Ignacio Ruiz Quintano
Abc
La matanza de París lleva a la socialdemocracia a vindicar el “derecho a la blasfemia” (sic), guinda que coronaría la tarta de derechos de una cultura europea que ya no tiene más tótem que la bicicleta.
El “derecho a la blasfemia” es una de las grandes conquistas alemanas de los años 30, con la del aborto y la eutanasia que tanto escandalizaron, por cierto, a Largo Caballero.
Hombre, si el Papa de Roma, jesuita y argentino, tiene por pintura favorita, no al “Cristo” de Velázquez, sino a la “Crucifixión Blanca” de Chagall, no seré yo quien se ponga al frente de la manifestación para prohibir la blasfemia.

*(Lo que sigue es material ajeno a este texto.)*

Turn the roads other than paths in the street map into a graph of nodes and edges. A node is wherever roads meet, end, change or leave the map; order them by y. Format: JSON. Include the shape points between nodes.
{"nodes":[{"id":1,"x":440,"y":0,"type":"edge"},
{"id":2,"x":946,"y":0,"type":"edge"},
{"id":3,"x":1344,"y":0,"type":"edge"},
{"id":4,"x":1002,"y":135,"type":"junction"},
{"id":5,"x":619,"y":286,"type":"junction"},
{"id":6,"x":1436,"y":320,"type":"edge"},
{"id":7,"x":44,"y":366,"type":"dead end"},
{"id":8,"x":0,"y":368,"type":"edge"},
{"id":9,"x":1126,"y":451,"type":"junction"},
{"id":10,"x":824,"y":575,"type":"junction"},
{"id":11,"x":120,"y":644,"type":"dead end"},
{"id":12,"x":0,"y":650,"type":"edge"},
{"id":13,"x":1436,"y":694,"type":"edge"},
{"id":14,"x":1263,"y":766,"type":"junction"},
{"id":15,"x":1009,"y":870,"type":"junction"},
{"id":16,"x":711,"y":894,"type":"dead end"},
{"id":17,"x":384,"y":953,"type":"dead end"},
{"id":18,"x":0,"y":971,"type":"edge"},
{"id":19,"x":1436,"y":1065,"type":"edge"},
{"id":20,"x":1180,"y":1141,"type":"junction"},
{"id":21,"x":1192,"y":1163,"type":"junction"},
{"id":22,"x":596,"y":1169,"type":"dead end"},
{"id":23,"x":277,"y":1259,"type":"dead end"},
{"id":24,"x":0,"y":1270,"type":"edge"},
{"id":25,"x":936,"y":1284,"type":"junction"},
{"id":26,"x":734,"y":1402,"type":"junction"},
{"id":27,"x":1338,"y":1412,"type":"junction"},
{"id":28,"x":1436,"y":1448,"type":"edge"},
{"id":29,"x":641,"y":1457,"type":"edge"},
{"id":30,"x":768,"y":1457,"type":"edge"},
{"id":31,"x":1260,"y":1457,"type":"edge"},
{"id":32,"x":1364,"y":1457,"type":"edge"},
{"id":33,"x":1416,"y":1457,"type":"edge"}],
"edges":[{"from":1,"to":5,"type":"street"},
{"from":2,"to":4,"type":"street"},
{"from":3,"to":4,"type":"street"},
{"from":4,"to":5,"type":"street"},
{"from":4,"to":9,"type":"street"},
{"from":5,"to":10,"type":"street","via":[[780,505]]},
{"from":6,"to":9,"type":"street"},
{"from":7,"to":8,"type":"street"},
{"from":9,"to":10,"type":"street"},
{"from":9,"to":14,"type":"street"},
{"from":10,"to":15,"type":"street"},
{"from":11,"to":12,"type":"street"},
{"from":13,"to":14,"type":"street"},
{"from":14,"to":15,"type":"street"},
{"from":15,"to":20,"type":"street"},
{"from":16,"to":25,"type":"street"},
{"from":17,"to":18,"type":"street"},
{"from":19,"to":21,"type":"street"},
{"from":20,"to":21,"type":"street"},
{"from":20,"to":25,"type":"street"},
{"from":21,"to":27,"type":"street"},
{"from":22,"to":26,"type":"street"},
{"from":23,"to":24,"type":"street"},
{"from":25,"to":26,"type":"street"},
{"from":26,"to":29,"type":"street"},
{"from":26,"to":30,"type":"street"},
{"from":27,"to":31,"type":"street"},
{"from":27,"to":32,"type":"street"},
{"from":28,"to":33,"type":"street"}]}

Cuando los daneses sacaron las caricaturas de Mahoma, en la Onu se planteó la prohibición de la blasfemia, si bien únicamente en su rama mahometana, con el apoyo intelectual de Sergio Pitol (otro premio Cervantes, como Goytisolo), que zapateramente condenó aquellas caricaturas por “irreverentes y agresivas”.
A mí de la blasfemia no me separa la fe (“No me mueve, mi Dios, para quererte / el cielo que me tienes prometido, / ni me mueve el infierno tan temido / para dejar por eso de ofenderte”, arranca el soneto español más elevado), sino el gusto. La cultura es cultivo y procede, lo mismo que el derecho, de la tierra, donde los muertos, que es lo sagrado.
Y la verdad es que no tenía uno a la blasfemia por “derecho humano”, sino por curiosidad antropológica de algunos rincones de la ribera navarra y del agro vascongado.
Pero choca que los socialdemócratas, a la vez que vindican el “derecho a la blasfemia” (cristiana), prohíban, ay, la blasfemia civil, con leyes de género que invierten, ¡oh, justicia poética!, la carga de la prueba, como en los mejores tiempos de la Santa Inquisición.
Así, en el famoso soneto cabrero de Miguel Hernández a Gil Robles, el poeta quedaría absuelto de su “me c… en Cristo”, aunque sería condenado por su “vete, m…azo”. ¡Anda que no hay formas de decir Jehová!
–¿Jehová? ¿Ha dicho Jehová? ¡Lapidación!